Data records
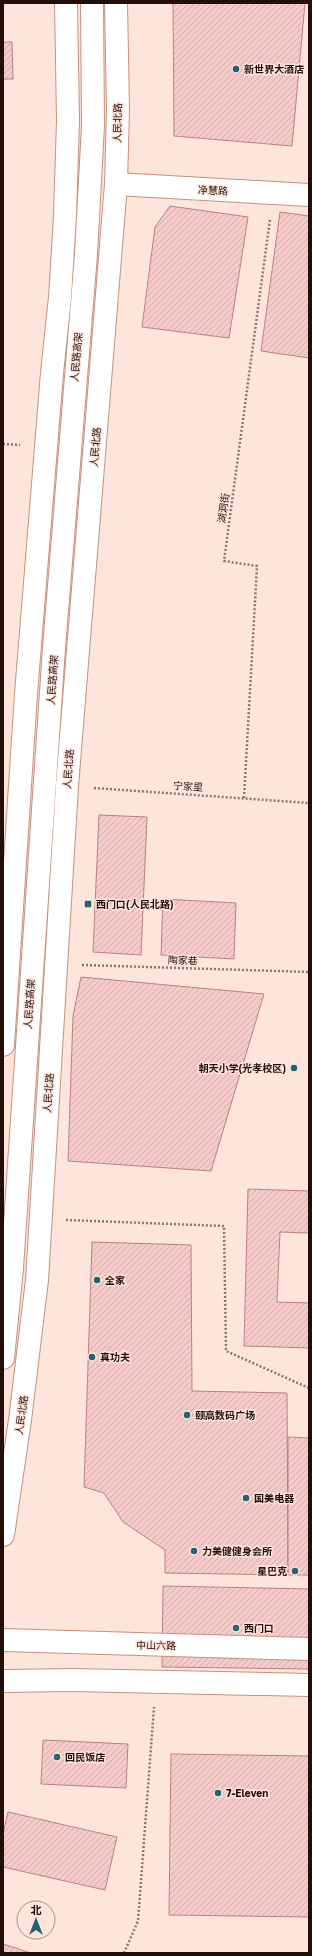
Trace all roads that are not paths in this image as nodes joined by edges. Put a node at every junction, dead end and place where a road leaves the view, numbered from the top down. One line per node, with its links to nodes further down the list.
1 (66, 3): 6 (main road)
2 (92, 3): 7 (main road, 人民路高架)
3 (116, 3): 4 (main road, 人民北路)
4 (116, 184): 5 (main road, 净慧路); 8 (main road, 人民北路)
5 (309, 195)
6 (3, 1044)
7 (3, 1358)
8 (3, 1535)
9 (3, 1640): 10 (main road, 中山六路)
10 (309, 1649)
11 (3, 1681): 12 (main road)
12 (309, 1685)

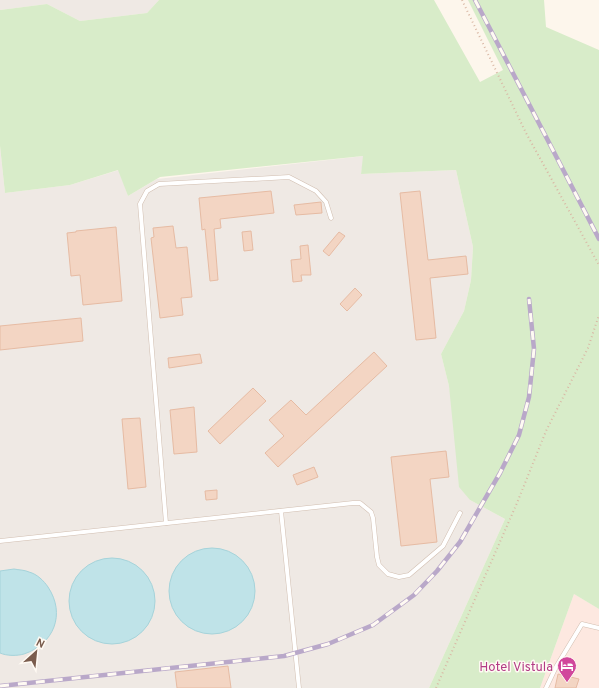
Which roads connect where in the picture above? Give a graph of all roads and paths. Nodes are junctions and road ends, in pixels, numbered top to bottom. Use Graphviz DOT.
graph roads {
  1 [pos="462,0"];
  2 [pos="331,218"];
  3 [pos="599,264"];
  4 [pos="599,315"];
  5 [pos="281,511"];
  6 [pos="460,513"];
  7 [pos="166,523"];
  8 [pos="0,541"];
  9 [pos="599,628"];
  10 [pos="300,688"];
  11 [pos="436,688"];
  12 [pos="546,688"];
  1 -- 3 [label="path"];
  2 -- 7 [label="lane"];
  4 -- 11 [label="path"];
  5 -- 6 [label="lane"];
  5 -- 7 [label="lane"];
  5 -- 10 [label="lane"];
  7 -- 8 [label="lane"];
  9 -- 12 [label="lane"];
}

#### PROBLEM STATEMENT
Hand back the records above exactly as they are, pictures excluded.

#### RESPONSE FOR THIS EXERCISE
Trace all roads that are not paths in this image as nodes joined by edges. Put a node at every junction, dead end and place where a road leaves the view, numbered from the top down. One line per node, with its links to nodes further down the list.
1 (66, 3): 6 (main road)
2 (92, 3): 7 (main road, 人民路高架)
3 (116, 3): 4 (main road, 人民北路)
4 (116, 184): 5 (main road, 净慧路); 8 (main road, 人民北路)
5 (309, 195)
6 (3, 1044)
7 (3, 1358)
8 (3, 1535)
9 (3, 1640): 10 (main road, 中山六路)
10 (309, 1649)
11 (3, 1681): 12 (main road)
12 (309, 1685)

Which roads connect where in the picture above? Give a graph of all roads and paths. Nodes are junctions and road ends, in pixels, numbered top to bottom. Use Graphviz DOT.
graph roads {
  1 [pos="462,0"];
  2 [pos="331,218"];
  3 [pos="599,264"];
  4 [pos="599,315"];
  5 [pos="281,511"];
  6 [pos="460,513"];
  7 [pos="166,523"];
  8 [pos="0,541"];
  9 [pos="599,628"];
  10 [pos="300,688"];
  11 [pos="436,688"];
  12 [pos="546,688"];
  1 -- 3 [label="path"];
  2 -- 7 [label="lane"];
  4 -- 11 [label="path"];
  5 -- 6 [label="lane"];
  5 -- 7 [label="lane"];
  5 -- 10 [label="lane"];
  7 -- 8 [label="lane"];
  9 -- 12 [label="lane"];
}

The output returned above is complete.